_Problem description_:
The response should be a faithful copy of every record, with nothing left out.

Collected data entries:
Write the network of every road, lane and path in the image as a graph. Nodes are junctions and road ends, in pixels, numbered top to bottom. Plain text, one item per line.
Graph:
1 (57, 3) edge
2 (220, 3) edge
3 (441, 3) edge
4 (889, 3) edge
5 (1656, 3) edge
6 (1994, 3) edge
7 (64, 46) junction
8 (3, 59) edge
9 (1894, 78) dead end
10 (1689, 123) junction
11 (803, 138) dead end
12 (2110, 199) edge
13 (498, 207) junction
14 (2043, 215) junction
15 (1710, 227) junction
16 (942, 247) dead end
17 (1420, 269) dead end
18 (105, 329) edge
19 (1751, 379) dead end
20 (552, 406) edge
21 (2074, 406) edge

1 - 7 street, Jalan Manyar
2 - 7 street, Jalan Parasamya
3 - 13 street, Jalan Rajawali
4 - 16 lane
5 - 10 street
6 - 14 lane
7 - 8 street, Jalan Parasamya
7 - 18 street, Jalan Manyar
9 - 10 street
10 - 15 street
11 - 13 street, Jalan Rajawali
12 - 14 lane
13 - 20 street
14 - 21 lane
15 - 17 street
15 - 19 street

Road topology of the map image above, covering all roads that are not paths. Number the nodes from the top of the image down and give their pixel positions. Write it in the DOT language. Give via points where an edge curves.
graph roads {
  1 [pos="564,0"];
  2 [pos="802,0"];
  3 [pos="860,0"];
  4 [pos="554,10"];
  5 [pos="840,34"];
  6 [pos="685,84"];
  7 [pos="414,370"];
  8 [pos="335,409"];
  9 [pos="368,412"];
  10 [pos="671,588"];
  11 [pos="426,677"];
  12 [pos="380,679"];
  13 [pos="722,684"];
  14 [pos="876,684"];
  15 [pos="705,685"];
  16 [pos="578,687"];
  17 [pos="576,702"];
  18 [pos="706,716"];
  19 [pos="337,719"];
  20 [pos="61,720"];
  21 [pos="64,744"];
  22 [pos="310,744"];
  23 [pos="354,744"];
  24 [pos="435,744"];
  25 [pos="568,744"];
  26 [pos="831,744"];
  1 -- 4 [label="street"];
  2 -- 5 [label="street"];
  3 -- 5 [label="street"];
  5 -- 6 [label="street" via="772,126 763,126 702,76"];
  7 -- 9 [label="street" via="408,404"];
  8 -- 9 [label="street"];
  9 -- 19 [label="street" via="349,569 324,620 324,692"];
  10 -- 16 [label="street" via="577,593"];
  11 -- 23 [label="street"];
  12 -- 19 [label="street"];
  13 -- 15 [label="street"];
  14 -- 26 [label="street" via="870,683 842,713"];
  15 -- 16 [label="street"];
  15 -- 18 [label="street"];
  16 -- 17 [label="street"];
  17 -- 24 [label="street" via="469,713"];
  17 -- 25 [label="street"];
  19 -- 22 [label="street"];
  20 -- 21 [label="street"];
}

_Output below_:
Write the network of every road, lane and path in the image as a graph. Nodes are junctions and road ends, in pixels, numbered top to bottom. Plain text, one item per line.
Graph:
1 (57, 3) edge
2 (220, 3) edge
3 (441, 3) edge
4 (889, 3) edge
5 (1656, 3) edge
6 (1994, 3) edge
7 (64, 46) junction
8 (3, 59) edge
9 (1894, 78) dead end
10 (1689, 123) junction
11 (803, 138) dead end
12 (2110, 199) edge
13 (498, 207) junction
14 (2043, 215) junction
15 (1710, 227) junction
16 (942, 247) dead end
17 (1420, 269) dead end
18 (105, 329) edge
19 (1751, 379) dead end
20 (552, 406) edge
21 (2074, 406) edge

1 - 7 street, Jalan Manyar
2 - 7 street, Jalan Parasamya
3 - 13 street, Jalan Rajawali
4 - 16 lane
5 - 10 street
6 - 14 lane
7 - 8 street, Jalan Parasamya
7 - 18 street, Jalan Manyar
9 - 10 street
10 - 15 street
11 - 13 street, Jalan Rajawali
12 - 14 lane
13 - 20 street
14 - 21 lane
15 - 17 street
15 - 19 street

Road topology of the map image above, covering all roads that are not paths. Number the nodes from the top of the image down and give their pixel positions. Write it in the DOT language. Give via points where an edge curves.
graph roads {
  1 [pos="564,0"];
  2 [pos="802,0"];
  3 [pos="860,0"];
  4 [pos="554,10"];
  5 [pos="840,34"];
  6 [pos="685,84"];
  7 [pos="414,370"];
  8 [pos="335,409"];
  9 [pos="368,412"];
  10 [pos="671,588"];
  11 [pos="426,677"];
  12 [pos="380,679"];
  13 [pos="722,684"];
  14 [pos="876,684"];
  15 [pos="705,685"];
  16 [pos="578,687"];
  17 [pos="576,702"];
  18 [pos="706,716"];
  19 [pos="337,719"];
  20 [pos="61,720"];
  21 [pos="64,744"];
  22 [pos="310,744"];
  23 [pos="354,744"];
  24 [pos="435,744"];
  25 [pos="568,744"];
  26 [pos="831,744"];
  1 -- 4 [label="street"];
  2 -- 5 [label="street"];
  3 -- 5 [label="street"];
  5 -- 6 [label="street" via="772,126 763,126 702,76"];
  7 -- 9 [label="street" via="408,404"];
  8 -- 9 [label="street"];
  9 -- 19 [label="street" via="349,569 324,620 324,692"];
  10 -- 16 [label="street" via="577,593"];
  11 -- 23 [label="street"];
  12 -- 19 [label="street"];
  13 -- 15 [label="street"];
  14 -- 26 [label="street" via="870,683 842,713"];
  15 -- 16 [label="street"];
  15 -- 18 [label="street"];
  16 -- 17 [label="street"];
  17 -- 24 [label="street" via="469,713"];
  17 -- 25 [label="street"];
  19 -- 22 [label="street"];
  20 -- 21 [label="street"];
}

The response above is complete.